### Data for this exercise
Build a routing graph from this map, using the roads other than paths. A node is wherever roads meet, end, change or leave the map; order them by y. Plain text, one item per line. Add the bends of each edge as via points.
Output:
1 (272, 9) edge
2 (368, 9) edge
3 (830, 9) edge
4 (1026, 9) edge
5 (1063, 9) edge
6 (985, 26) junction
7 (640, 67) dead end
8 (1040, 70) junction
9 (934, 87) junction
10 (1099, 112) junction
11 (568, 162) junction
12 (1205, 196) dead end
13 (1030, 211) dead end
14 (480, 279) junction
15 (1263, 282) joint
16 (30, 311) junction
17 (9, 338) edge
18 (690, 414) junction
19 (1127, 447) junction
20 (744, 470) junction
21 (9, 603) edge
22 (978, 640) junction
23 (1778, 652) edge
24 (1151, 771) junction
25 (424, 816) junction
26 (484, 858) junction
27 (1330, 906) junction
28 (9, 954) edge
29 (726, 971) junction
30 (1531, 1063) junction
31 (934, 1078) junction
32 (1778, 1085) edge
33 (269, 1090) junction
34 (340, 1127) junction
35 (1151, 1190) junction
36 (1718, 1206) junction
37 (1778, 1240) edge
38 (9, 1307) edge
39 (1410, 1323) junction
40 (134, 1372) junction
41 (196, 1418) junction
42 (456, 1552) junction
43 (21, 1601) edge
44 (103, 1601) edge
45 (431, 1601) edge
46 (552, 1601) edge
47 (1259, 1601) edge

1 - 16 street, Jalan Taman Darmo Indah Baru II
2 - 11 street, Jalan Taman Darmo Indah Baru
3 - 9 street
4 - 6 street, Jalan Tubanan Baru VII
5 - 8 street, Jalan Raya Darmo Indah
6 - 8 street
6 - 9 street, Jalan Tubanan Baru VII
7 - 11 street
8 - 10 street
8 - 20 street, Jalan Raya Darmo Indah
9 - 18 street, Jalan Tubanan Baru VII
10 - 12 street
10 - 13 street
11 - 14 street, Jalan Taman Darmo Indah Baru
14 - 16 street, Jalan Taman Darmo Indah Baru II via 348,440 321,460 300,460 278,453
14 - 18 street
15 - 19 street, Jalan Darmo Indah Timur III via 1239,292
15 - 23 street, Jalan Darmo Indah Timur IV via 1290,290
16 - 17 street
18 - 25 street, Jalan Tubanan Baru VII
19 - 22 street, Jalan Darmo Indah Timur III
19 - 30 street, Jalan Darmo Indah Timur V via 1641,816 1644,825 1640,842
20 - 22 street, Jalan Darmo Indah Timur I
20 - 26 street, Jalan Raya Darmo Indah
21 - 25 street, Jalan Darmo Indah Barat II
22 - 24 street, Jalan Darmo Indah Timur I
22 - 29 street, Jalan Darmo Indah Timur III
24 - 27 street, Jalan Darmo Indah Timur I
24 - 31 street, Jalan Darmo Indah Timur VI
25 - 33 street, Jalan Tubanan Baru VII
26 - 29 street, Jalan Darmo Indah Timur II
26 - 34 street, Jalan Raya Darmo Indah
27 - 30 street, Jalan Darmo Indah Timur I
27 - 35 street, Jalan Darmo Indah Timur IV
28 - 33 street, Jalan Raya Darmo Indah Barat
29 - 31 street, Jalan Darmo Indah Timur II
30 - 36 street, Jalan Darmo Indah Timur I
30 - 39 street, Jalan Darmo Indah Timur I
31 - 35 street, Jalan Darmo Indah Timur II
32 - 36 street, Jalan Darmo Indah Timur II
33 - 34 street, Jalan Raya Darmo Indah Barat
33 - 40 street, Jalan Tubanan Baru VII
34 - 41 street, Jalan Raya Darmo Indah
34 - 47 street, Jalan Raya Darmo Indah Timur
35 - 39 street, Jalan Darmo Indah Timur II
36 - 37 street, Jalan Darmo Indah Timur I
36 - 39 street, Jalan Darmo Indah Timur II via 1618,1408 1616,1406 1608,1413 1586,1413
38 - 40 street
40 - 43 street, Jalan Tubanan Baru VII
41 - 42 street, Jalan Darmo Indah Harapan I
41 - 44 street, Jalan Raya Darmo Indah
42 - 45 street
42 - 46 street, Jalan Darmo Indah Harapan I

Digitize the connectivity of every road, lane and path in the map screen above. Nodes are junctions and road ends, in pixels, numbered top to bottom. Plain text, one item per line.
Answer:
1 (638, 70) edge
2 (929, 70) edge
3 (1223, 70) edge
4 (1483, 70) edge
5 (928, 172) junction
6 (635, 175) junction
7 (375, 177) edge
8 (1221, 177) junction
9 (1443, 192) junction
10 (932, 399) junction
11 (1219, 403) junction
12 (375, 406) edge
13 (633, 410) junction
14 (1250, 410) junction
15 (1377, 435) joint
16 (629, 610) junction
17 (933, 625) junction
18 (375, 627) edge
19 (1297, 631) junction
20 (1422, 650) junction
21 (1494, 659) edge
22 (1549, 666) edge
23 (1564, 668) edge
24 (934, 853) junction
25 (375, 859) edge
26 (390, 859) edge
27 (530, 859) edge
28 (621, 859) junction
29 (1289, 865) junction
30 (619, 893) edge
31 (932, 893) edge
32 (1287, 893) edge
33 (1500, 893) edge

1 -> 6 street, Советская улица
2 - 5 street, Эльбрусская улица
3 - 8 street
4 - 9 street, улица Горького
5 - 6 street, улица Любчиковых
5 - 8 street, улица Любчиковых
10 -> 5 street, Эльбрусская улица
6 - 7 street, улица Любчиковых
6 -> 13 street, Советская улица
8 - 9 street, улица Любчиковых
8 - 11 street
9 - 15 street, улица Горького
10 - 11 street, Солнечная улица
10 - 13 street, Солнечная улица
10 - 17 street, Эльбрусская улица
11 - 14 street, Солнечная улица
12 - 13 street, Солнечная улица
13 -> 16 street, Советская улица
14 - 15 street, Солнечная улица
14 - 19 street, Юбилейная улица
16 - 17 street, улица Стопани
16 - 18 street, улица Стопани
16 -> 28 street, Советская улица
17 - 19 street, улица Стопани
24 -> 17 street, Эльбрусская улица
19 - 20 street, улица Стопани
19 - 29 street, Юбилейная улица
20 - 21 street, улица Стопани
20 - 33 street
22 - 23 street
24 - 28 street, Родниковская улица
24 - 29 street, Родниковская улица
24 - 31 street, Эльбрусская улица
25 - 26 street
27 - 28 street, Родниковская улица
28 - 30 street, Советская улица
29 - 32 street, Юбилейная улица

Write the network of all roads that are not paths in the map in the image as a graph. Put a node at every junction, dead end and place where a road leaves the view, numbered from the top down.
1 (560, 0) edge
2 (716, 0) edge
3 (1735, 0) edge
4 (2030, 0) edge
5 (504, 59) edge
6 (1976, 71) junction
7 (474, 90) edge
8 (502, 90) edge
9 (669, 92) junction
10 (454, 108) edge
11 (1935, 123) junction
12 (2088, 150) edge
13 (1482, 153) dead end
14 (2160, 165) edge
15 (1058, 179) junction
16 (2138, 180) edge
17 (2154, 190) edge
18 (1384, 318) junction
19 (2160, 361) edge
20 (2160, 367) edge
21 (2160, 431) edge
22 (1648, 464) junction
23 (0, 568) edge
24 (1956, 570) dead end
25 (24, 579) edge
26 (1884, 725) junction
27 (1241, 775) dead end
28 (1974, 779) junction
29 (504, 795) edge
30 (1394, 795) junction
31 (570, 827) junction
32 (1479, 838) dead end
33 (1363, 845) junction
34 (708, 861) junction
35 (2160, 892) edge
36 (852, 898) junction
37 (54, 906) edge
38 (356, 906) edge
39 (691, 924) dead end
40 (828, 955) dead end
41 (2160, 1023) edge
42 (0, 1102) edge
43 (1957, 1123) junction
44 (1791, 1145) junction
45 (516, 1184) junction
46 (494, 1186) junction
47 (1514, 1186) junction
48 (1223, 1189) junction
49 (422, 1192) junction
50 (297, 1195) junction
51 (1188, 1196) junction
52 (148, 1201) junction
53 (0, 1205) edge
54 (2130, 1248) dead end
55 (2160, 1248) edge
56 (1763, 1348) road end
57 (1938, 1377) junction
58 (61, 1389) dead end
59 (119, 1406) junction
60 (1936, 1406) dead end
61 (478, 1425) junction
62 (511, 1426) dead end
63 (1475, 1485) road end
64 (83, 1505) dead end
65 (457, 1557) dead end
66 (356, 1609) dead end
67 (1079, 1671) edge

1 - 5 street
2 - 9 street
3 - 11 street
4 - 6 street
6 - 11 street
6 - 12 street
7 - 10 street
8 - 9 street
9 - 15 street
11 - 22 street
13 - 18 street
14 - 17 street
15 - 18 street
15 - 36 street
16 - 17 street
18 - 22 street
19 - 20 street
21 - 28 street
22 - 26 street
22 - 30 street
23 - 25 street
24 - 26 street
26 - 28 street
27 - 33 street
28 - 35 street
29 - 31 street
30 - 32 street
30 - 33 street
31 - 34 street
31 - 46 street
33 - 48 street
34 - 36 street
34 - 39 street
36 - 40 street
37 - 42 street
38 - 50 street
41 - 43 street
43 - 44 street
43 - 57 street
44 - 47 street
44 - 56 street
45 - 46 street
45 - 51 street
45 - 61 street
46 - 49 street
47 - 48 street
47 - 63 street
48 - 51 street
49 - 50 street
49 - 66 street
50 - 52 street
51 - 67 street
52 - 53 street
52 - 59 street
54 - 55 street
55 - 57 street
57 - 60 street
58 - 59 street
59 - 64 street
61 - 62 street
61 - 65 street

### Directions
Filter the entries above and keep only the lines with the word "Harapan".

### Exercise output
41 - 42 street, Jalan Darmo Indah Harapan I
42 - 46 street, Jalan Darmo Indah Harapan I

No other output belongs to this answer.